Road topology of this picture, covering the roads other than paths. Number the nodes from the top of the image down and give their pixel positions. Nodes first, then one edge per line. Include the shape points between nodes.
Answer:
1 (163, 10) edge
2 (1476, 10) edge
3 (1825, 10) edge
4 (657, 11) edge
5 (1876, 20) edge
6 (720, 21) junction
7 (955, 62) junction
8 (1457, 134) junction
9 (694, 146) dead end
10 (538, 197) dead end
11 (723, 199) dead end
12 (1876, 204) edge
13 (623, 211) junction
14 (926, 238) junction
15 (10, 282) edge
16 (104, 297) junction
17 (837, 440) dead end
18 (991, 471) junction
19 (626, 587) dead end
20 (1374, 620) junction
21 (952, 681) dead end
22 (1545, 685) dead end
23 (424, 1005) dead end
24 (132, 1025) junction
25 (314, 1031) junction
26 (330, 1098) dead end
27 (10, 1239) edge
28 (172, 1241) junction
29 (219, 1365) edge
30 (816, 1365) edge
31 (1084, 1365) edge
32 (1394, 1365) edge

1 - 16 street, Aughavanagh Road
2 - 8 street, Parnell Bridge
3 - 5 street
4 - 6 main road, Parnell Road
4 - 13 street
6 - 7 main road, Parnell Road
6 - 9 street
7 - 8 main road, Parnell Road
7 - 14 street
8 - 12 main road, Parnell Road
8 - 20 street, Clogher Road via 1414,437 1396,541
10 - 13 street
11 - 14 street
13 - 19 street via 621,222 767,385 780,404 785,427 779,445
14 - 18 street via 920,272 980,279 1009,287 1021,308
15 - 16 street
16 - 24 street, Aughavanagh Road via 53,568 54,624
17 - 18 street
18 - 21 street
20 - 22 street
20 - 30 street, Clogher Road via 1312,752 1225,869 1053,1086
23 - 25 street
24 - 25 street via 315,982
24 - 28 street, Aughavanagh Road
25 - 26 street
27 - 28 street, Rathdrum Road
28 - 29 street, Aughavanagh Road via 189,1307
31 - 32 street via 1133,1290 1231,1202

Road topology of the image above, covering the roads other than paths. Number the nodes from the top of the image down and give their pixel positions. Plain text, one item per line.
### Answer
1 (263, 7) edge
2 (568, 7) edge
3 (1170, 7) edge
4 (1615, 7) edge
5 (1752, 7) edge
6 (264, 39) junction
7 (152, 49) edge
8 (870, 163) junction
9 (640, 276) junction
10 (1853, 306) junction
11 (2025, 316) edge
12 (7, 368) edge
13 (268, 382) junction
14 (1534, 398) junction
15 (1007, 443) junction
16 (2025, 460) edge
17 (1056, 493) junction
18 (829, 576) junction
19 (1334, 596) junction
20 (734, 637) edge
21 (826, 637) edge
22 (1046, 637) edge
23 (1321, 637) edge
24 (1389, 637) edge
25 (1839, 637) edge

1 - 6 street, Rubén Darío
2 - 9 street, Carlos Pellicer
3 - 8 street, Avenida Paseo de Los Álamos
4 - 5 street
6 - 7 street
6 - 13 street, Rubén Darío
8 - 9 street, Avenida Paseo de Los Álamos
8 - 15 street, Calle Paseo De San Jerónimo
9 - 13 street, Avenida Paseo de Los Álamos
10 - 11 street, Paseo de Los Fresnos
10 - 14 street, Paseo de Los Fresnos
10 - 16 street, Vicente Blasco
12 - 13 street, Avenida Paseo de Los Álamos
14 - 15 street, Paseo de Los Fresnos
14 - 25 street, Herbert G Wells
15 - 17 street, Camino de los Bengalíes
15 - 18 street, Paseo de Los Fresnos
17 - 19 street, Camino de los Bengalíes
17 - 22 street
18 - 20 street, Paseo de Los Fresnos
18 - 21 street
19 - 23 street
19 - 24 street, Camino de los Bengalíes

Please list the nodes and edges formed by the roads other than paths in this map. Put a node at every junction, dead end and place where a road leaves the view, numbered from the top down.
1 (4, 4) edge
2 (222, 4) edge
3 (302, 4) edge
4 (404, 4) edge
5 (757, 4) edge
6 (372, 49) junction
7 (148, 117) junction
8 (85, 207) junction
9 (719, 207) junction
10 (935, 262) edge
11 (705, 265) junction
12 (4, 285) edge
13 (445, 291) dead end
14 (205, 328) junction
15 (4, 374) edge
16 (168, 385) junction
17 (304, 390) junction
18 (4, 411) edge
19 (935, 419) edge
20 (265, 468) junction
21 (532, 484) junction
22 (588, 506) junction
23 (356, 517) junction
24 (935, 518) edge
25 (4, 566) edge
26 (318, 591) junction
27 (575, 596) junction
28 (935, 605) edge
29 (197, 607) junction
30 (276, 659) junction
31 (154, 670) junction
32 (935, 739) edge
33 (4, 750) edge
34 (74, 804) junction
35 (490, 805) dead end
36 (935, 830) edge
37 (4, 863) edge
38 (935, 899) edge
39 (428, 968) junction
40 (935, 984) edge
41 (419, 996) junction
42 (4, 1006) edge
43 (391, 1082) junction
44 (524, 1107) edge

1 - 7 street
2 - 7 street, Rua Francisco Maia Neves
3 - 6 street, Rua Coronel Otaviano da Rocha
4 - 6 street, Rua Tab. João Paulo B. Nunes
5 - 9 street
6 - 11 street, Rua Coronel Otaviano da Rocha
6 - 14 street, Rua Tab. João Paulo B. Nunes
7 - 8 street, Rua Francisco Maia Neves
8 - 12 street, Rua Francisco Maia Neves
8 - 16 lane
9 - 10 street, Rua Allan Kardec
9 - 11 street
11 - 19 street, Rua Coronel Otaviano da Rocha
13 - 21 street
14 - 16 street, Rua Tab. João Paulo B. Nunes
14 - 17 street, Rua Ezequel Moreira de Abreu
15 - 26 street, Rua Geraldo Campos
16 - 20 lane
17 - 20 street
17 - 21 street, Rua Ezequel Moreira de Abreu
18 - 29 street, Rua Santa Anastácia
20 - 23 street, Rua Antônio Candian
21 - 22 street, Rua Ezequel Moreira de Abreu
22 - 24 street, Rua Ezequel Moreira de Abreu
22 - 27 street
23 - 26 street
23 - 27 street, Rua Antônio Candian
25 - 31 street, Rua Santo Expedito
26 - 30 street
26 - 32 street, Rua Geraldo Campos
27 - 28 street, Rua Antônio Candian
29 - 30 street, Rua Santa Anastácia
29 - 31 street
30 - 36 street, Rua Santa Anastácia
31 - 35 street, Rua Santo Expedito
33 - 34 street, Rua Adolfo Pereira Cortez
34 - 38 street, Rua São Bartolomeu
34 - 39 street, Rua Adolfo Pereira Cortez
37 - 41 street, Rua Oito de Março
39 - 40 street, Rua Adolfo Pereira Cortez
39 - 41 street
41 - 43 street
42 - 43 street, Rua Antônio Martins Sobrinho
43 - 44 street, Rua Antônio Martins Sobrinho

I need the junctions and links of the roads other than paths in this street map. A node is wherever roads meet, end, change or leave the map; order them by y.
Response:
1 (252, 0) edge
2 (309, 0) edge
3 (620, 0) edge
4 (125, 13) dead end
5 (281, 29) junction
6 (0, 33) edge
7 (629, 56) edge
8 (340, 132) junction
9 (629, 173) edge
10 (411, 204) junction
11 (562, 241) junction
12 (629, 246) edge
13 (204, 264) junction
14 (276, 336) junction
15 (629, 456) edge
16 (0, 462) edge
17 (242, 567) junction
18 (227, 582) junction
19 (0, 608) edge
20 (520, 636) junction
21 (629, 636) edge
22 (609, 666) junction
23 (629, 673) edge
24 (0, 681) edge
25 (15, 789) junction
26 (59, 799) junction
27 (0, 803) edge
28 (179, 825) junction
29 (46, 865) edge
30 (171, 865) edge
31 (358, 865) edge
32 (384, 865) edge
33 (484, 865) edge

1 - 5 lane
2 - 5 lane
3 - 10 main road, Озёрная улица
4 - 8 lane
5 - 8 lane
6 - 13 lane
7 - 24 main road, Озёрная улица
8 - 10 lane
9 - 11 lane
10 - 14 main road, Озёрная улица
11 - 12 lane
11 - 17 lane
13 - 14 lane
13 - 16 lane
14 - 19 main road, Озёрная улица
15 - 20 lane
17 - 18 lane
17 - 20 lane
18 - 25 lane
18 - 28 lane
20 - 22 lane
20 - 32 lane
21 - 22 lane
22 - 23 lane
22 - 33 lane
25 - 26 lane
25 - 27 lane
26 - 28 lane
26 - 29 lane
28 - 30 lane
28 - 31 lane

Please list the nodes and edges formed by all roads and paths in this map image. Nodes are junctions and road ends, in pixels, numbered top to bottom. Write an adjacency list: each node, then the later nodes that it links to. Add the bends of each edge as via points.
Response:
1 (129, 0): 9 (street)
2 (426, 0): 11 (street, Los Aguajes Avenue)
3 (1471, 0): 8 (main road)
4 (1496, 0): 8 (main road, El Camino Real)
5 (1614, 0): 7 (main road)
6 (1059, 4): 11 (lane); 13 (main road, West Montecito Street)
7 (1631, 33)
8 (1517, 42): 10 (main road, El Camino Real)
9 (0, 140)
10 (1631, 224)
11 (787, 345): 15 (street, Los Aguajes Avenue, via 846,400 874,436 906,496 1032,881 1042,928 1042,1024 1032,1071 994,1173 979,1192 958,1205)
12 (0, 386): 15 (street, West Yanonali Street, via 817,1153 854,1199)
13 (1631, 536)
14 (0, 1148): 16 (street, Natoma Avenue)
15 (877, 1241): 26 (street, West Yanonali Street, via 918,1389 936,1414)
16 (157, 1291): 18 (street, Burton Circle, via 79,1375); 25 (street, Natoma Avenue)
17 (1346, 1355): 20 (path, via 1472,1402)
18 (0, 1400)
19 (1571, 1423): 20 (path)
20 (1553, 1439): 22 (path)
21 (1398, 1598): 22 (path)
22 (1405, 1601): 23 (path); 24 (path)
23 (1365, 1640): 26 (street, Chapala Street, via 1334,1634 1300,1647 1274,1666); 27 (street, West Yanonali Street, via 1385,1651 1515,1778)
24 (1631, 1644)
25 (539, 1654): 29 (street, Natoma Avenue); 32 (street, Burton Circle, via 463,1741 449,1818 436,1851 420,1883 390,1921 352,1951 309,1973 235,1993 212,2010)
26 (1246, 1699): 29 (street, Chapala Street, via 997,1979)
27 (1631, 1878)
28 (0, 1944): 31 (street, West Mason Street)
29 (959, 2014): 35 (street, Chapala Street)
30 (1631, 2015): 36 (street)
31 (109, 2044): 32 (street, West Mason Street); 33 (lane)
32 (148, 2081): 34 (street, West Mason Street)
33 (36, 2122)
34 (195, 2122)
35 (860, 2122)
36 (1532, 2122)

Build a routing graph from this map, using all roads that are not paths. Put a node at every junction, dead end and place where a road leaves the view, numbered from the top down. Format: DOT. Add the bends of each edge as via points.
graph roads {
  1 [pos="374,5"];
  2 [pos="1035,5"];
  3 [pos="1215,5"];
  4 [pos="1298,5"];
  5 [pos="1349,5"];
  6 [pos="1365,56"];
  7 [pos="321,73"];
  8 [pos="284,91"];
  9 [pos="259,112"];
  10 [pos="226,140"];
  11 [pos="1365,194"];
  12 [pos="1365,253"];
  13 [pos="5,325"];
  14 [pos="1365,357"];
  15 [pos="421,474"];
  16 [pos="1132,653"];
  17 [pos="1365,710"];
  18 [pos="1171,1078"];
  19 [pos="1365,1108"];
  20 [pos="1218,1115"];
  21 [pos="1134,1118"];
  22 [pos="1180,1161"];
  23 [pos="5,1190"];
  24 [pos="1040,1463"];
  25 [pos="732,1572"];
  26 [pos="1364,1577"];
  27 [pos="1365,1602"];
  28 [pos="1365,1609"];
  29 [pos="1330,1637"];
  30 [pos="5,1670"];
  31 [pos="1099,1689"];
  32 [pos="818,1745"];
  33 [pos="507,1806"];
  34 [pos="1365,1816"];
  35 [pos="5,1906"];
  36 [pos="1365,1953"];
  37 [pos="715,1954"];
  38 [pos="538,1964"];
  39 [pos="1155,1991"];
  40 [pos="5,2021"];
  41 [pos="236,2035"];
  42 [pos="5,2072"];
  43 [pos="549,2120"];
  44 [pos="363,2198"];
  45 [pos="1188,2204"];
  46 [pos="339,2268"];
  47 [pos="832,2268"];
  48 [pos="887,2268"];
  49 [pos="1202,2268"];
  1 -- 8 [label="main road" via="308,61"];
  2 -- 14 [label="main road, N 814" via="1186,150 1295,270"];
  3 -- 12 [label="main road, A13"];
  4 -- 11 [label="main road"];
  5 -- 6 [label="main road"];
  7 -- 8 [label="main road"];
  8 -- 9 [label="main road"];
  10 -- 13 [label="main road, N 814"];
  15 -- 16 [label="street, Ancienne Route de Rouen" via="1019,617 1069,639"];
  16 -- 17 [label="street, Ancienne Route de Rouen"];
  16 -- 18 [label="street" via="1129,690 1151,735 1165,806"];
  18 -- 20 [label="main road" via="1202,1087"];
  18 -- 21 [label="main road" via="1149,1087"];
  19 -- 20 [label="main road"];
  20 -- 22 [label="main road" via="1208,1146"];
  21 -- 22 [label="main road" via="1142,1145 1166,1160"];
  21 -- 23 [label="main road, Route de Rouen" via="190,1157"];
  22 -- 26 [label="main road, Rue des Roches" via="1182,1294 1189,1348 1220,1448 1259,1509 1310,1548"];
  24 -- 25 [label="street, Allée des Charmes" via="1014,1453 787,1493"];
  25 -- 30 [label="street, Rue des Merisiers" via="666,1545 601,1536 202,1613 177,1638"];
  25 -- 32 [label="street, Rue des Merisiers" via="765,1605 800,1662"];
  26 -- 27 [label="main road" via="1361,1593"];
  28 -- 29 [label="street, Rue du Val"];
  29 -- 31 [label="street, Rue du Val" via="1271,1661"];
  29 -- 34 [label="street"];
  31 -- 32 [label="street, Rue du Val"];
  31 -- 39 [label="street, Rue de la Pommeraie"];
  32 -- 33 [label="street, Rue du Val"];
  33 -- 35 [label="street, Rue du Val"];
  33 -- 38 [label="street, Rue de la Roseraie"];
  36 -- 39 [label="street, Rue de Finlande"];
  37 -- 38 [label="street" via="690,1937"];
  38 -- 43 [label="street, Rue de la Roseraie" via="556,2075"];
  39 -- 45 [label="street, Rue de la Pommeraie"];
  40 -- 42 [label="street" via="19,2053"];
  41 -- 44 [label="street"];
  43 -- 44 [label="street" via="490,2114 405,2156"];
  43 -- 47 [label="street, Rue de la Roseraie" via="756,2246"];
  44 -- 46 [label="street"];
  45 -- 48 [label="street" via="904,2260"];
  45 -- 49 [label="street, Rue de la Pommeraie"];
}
------------------------------------
What you are asked to do:
The expected answer is a copy of each line above containing "Candian".

Output of the exercise:
20 - 23 street, Rua Antônio Candian
23 - 27 street, Rua Antônio Candian
27 - 28 street, Rua Antônio Candian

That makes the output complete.